Puis, brusquement, en avril 1864, las de l'imperméabilité de la France à des valeurs par trop hardies, il part pour Bruxelles, où son ami Malassis s'est déjà mis à l'abri de ses créanciers et où il espère trouver plus de liberté, plus de loisirs et même un éditeur pour ses oeuvres anciennes ou inédites. Amère déception, dès son arrivée; plusieurs conférences sur Delacroix, Gautier, les paradis artificiels, au Cercle des Arts, n'ont aucun succès. Un voyage à Anvers, Malines, Bruges, Liège, Gand a pour résultat l'accumulation de notes volumineuses en vue d'un pamphlet contre la Belgique, où il voit une caricature de la France; mais c'est surtout les Bruxellois qu'il fustige d'une plume cruelle dans ces pages tantôt justes, tantôt outrées, que, naturellement, aucune firme française n'acceptera d'imprimer, et qui ne seront d'ailleurs jamais mises au point. À la publication d'Eurêka, puis des Histoires grotesques et sérieuses, traduits d'Edgar Poe, de quelques nouveaux admirables chapitres du Spleen de Paris (titre définitif des poèmes en prose), succèdent deux courtes fugues à Paris et à Honfleur, chez sa vieille mère toujours aimée et torturée, sa seule joie et son remords quotidiens.

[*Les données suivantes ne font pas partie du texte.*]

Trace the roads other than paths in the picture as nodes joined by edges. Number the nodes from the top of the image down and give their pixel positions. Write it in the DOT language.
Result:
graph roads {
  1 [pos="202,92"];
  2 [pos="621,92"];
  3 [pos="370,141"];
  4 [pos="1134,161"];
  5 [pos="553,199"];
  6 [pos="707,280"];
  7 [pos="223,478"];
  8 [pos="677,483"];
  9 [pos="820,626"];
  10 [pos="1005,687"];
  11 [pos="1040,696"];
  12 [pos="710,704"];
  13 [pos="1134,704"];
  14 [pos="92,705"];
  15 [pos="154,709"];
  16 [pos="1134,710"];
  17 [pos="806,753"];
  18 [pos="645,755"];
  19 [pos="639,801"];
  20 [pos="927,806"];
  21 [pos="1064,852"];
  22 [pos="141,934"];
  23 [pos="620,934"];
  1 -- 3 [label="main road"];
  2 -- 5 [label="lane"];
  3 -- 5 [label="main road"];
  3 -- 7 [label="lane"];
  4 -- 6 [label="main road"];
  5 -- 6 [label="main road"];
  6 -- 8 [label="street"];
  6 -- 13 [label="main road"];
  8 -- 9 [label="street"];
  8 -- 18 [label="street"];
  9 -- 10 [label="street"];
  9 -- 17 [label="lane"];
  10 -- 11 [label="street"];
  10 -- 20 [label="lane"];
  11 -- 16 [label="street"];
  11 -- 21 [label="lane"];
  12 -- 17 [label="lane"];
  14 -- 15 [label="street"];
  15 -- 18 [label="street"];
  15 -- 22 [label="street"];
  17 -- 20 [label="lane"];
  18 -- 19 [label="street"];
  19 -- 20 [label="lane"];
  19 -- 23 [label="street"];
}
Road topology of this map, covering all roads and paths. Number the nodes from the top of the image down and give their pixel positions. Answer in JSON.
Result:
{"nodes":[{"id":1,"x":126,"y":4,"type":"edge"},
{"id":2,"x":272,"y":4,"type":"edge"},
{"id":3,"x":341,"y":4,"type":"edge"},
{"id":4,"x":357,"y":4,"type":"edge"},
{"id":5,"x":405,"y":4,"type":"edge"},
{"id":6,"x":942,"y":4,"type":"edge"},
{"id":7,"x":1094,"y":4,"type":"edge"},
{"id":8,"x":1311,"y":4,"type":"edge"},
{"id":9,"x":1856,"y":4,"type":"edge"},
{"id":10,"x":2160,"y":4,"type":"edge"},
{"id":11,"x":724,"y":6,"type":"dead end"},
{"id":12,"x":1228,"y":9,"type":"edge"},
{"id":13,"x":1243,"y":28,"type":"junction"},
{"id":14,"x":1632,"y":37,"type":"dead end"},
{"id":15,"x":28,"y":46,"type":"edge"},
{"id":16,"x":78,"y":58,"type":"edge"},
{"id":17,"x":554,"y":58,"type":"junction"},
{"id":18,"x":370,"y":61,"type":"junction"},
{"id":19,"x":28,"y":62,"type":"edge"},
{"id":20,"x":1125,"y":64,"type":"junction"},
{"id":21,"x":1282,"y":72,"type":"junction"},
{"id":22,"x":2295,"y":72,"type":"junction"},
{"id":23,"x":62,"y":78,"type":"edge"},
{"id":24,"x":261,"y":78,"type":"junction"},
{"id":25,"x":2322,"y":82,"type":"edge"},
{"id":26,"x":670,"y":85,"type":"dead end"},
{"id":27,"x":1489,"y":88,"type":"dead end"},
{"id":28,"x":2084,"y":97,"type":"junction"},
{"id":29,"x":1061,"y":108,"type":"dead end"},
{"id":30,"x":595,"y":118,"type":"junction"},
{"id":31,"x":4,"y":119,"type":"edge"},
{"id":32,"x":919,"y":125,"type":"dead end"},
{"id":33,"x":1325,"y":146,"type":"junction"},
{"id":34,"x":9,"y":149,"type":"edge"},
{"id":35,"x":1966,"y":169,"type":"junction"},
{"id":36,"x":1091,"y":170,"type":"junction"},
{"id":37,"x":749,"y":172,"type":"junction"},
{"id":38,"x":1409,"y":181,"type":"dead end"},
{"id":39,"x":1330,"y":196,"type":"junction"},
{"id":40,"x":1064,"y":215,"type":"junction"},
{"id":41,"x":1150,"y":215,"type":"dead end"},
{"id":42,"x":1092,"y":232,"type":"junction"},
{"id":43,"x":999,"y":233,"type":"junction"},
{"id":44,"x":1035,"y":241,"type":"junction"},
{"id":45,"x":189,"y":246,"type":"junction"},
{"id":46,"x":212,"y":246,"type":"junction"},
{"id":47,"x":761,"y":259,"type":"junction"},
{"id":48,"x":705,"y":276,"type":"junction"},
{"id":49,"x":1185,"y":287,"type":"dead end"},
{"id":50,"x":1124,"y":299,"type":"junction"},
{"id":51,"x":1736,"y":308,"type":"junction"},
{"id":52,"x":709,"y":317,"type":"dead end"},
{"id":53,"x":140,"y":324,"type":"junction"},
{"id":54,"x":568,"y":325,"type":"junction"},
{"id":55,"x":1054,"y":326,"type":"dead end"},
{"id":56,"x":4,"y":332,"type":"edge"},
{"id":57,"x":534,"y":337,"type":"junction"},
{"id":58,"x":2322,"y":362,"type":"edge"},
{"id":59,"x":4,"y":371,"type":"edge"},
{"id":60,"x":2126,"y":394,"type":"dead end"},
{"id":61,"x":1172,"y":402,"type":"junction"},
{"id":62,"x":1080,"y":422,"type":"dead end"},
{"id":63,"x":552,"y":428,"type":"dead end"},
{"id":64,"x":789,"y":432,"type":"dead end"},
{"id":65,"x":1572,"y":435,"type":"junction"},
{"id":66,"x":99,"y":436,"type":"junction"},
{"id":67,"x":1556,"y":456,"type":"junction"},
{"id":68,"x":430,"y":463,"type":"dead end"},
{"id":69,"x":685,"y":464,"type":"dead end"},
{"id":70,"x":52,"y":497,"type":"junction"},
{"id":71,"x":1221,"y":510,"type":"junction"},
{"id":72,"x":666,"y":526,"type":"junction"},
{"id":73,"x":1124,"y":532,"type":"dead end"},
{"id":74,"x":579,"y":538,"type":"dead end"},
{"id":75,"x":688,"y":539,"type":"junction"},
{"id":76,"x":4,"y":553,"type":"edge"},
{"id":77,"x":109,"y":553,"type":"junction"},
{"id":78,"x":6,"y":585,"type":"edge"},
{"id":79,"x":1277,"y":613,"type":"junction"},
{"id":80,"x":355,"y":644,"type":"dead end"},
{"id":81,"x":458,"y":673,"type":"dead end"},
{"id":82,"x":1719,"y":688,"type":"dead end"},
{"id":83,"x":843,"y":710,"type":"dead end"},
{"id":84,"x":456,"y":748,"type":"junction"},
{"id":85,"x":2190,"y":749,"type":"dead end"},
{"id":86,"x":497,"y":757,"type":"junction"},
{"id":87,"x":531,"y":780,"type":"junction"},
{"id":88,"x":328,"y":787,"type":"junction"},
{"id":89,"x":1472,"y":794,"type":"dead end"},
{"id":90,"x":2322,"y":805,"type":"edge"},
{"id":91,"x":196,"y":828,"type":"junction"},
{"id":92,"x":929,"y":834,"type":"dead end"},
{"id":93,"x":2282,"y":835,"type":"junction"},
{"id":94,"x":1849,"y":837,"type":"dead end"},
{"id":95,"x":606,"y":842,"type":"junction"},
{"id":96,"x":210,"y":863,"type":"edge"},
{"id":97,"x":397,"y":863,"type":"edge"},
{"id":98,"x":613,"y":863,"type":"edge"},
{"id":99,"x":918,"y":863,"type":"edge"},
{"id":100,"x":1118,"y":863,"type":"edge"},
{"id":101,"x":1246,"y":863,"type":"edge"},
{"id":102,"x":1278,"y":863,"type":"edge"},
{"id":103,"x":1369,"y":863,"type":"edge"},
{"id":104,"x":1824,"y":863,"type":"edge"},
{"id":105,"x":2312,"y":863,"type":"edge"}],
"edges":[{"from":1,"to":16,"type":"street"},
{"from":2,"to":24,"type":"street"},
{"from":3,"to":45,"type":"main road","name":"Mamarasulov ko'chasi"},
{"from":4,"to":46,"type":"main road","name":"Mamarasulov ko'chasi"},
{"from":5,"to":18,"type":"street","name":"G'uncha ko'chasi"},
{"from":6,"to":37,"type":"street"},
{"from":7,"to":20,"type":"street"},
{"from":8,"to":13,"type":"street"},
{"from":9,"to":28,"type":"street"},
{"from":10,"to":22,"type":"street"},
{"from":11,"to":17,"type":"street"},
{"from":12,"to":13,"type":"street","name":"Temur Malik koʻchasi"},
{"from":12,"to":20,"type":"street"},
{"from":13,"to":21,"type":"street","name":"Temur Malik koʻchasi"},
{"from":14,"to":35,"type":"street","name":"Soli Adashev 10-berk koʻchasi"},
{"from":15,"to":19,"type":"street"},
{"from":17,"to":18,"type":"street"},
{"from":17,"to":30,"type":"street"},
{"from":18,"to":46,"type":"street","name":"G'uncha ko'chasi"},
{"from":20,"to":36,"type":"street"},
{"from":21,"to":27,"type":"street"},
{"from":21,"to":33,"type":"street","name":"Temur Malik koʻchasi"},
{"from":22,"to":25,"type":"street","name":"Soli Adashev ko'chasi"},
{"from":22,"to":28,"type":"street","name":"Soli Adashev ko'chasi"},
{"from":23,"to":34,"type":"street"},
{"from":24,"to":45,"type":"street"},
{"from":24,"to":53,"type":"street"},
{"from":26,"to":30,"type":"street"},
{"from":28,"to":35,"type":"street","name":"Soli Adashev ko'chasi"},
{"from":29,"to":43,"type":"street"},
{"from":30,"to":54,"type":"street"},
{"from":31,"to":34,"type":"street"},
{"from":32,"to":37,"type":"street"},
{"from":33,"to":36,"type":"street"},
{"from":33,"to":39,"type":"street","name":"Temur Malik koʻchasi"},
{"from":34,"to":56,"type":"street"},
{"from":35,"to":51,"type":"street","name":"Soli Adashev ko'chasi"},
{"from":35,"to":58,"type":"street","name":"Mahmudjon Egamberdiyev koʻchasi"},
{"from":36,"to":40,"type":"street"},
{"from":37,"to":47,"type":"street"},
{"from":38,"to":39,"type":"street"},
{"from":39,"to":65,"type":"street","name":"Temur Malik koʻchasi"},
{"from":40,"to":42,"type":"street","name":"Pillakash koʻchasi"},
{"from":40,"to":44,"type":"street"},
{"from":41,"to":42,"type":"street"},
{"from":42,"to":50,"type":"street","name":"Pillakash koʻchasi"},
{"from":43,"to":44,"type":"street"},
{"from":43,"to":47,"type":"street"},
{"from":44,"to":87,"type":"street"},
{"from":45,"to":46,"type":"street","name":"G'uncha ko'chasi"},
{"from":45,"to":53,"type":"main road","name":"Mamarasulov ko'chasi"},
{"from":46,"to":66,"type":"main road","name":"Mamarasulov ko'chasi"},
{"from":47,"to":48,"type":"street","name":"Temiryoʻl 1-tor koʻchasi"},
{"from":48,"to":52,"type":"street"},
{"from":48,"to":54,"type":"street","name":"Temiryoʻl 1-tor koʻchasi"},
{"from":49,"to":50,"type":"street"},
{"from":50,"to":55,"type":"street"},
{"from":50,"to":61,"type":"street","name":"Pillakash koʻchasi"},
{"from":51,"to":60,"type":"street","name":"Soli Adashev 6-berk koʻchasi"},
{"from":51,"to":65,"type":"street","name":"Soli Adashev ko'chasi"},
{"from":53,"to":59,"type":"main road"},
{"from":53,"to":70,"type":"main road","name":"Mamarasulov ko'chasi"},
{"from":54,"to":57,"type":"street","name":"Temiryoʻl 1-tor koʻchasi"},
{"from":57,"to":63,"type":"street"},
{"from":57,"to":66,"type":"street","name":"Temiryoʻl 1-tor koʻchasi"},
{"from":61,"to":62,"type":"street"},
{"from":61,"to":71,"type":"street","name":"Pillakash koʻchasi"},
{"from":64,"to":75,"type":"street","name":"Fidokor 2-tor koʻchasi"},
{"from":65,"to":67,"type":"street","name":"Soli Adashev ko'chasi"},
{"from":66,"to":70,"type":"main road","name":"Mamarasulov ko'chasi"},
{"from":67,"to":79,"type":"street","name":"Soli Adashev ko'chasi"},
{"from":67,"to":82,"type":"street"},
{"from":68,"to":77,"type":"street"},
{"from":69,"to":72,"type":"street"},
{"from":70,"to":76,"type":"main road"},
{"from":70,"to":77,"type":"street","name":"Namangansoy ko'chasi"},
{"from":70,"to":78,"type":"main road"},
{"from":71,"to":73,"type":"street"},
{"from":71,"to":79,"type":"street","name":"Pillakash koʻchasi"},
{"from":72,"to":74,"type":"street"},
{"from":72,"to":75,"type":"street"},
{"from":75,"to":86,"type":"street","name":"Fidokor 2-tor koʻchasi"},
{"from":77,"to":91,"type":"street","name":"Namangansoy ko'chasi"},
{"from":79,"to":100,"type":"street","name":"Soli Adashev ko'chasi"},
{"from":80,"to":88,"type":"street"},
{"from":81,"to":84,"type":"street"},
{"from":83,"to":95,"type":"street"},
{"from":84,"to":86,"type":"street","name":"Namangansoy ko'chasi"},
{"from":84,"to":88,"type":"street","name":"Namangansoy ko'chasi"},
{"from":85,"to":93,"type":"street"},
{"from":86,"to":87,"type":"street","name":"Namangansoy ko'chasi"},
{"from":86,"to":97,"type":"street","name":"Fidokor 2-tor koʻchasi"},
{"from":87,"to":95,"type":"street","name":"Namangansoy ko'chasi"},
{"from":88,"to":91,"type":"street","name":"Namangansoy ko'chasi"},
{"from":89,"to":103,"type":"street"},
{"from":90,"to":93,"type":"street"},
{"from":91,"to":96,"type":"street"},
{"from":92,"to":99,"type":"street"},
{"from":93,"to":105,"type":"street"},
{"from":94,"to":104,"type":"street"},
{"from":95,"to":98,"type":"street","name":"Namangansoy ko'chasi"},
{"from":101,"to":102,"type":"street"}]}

Le 4 février 1866, Baudelaire, accompagné de son nouvel ami Félicien Rops et de Poulet-Malassis, fait une chute lors de sa visite de l'église Saint-Loup à Namur: première atteinte grave de la paralysie générale, bientôt suivie d'une attaque d'hémiplégie et de la perte de la parole. Le transfert dans une clinique religieuse de Bruxelles coïncide avec les publications presque simultanées d'une livraison du Parnasse contemporain, dirigé par Catulle Mendès et qui contient les Nouvelles Fleurs du mal (dont l'auteur a encore pu corriger les épreuves), et des Épaves de Charles Baudelaire, clandestinement imprimées par le fidèle Malassis (les pièces condamnées en sont le meilleur chapitre). Le 1er juillet, le pauvre infirme, dont l'intelligence demeure intacte, est ramené à Paris par Mme Aupick et le peintre Alfred Stevens. Admis à la maison de santé du docteur Duval, rue du Dôme, il y connaîtra une agonie d'un an, soigné avec un dévouement absolu par sa mère, enfin consciente du génie de l'enfant prodigue, et entouré de ses meilleurs amis, Nadar, Banville, Leconte de Lisle, Asselineau, Mme Paul Meurice, qui lui apportera la consolation de la musique wagnérienne. Charles Baudelaire est enfin délivré de "la vie, de l'insupportable vie" le 31 août 1867; il avait demandé et reçu les sacrements en pleine lucidité. Service à Saint-Honoré-d'Eylau et inhumation à Montparnasse, aux côtés du général Aupick (mort le 27 avril 1857), le 2 septembre; allocutions belles et déchirantes d'Asselineau et Banville.

Un an après, Michel Lévy, qui avait obstinément repoussé les offres de l'auteur, commence l'édition (préfacée par Gautier et corrigée par Banville et Asselineau) des Oeuvres complètes en sept volumes, une fois racheté les droits pour la somme de 1.500 francs.